A formal exchange of views with the European Commission kicked off the drafting phase. That session reviewed current EU-funded programmes, such as the EU4Health Joint Action HEROES (focused on planning) and the BeWell project (focused on digital upskilling). But several MEPs questioned whether funding alone could address what has become a human capital crisis.
Commission outlines actions and warns money isn’t enough
The Commission confirmed that over €55 bn is already being invested in EU health systems, €43 billion from Recovery and Resilience Plans and €12.5 bn from Cohesion Funds. However, officials stressed that spending must be tied to strategic reform.
“We will not be a competitive economy if our population is not healthy,” said Katarzyna Ptak-Bufkens of DG SANTE. She called for a stronger link between EU funding and workforce-related reforms, especially through the European Semester.
One targeted initiative is focusing on nurse retention. Data is being collected from 20 Member States to understand why nurses are leaving and to shape responses, including mentoring, recruitment reforms, and better workplace protections. “They leave because they are scared of the workload,” Ptak-Bufkens explained, “because they don’t have support.”
While some national governments are moving ahead, the challenges differ widely. France has added a mandatory year of ambulatory care for general practice trainees. Lithuania has passed legislation to improve working conditions. Belgium adopted two laws to clearly define the scope and responsibilities of advanced practice nurses.
Still, the Commission warned against top-down blueprints. “We cannot address these problems in the same way in Romania and in the Netherlands,” said Ptak-Bufkens. “The strength is with Member States.”
Ten steps to change: WHO roadmap enters the discussion
Former Health Commissioner MEP Vytenis Andriukaitis, urged the committees to use the WHO roadmap as a foundation. He was part of the original team behind it and presented a 10-point plan, calling it “an urgent action strategy for all 27 Member States.”
The plan includes aligning education with population needs, expanding digital tools, supporting mental health, and creating better conditions for retention. “Otherwise,” he warned, “we are repeating and repeating the same data.” He also called on Parliament to push for Council adoption of concrete recommendations based on the roadmap.
We are repeating and repeating the same data. – MEP Vytenis Andriukaitis
Junior doctors and WHO: aligning for optimisation
At the same time, Europe’s younger generation of doctors is developing its own roadmap. The European Junior Doctors’ (EJD) Association recently adopted a Policy on Workforce Led Optimization of Healthcare Systems.
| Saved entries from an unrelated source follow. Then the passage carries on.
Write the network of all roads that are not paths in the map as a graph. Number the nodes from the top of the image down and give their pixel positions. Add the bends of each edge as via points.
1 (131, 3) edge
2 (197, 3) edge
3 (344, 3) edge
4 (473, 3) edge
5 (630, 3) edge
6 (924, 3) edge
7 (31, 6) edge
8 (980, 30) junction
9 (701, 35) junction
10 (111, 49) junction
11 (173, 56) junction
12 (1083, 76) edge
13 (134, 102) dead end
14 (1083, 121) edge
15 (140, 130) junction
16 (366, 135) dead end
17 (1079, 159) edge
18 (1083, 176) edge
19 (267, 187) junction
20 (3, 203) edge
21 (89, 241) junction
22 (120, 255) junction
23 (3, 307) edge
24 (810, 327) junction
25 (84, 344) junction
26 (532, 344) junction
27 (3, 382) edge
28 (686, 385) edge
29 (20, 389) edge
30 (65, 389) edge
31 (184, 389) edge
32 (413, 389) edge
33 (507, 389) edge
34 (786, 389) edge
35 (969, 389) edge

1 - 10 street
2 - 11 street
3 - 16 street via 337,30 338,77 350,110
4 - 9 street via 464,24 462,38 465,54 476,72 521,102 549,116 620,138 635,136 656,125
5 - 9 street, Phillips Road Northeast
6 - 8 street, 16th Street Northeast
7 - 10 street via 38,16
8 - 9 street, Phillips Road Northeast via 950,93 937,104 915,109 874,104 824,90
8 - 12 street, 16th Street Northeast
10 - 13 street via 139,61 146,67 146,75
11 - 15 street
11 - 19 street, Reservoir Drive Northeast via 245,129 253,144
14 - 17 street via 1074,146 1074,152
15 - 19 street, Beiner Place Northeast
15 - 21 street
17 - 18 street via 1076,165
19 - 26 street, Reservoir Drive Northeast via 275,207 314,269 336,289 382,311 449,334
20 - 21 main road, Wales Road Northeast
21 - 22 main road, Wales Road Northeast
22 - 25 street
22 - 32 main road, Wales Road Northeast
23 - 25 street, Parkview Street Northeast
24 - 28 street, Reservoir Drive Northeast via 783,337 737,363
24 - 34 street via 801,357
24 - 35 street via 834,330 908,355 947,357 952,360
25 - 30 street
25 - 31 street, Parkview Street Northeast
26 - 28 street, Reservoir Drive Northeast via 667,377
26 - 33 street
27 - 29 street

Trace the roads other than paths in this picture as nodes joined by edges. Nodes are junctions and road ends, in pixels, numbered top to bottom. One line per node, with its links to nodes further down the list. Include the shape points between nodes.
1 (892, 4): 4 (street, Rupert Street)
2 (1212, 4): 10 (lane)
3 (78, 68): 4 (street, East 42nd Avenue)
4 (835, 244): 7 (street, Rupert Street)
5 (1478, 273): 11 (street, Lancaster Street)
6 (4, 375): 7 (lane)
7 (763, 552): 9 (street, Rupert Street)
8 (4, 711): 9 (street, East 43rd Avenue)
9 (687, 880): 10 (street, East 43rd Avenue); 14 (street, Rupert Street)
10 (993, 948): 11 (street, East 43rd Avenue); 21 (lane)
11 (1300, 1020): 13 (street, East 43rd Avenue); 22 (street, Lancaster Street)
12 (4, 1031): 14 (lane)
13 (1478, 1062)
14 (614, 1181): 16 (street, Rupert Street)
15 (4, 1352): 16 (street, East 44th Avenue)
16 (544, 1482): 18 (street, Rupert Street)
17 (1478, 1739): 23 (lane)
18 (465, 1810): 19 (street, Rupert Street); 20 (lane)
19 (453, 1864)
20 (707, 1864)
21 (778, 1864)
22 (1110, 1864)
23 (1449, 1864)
WHO/Europe welcomed the move as “a pivotal step,” and urged Member States to take note. Dr Cathal Morgan, Technical Officer at WHO/Europe, described the EJD framework as a “people-centred response to critical shortages and future system shocks.”
The EJD’s recommendations focus on optimising the skill mix and task distribution across health professions, aiming to reduce inefficiencies and variation in care. They also call for the wider use of digital tools to support healthcare delivery, especially in resource-constrained settings. Finally, the policy highlights the need to strengthen workforce data systems, enabling more accurate, evidence-based planning and deployment strategies.
“It all comes down to how well we use healthcare professionals’ valuable time,” said Dr Patrick Pihelgas, Chair of the EJD Medical Workforce Committee.
The next milestone comes in September, when the Parliament hosts an expert hearing to feed additional evidence into the report. MEPs aim to finalise the full text by early 2026. By then, doctors and patients alike will be looking for more than words.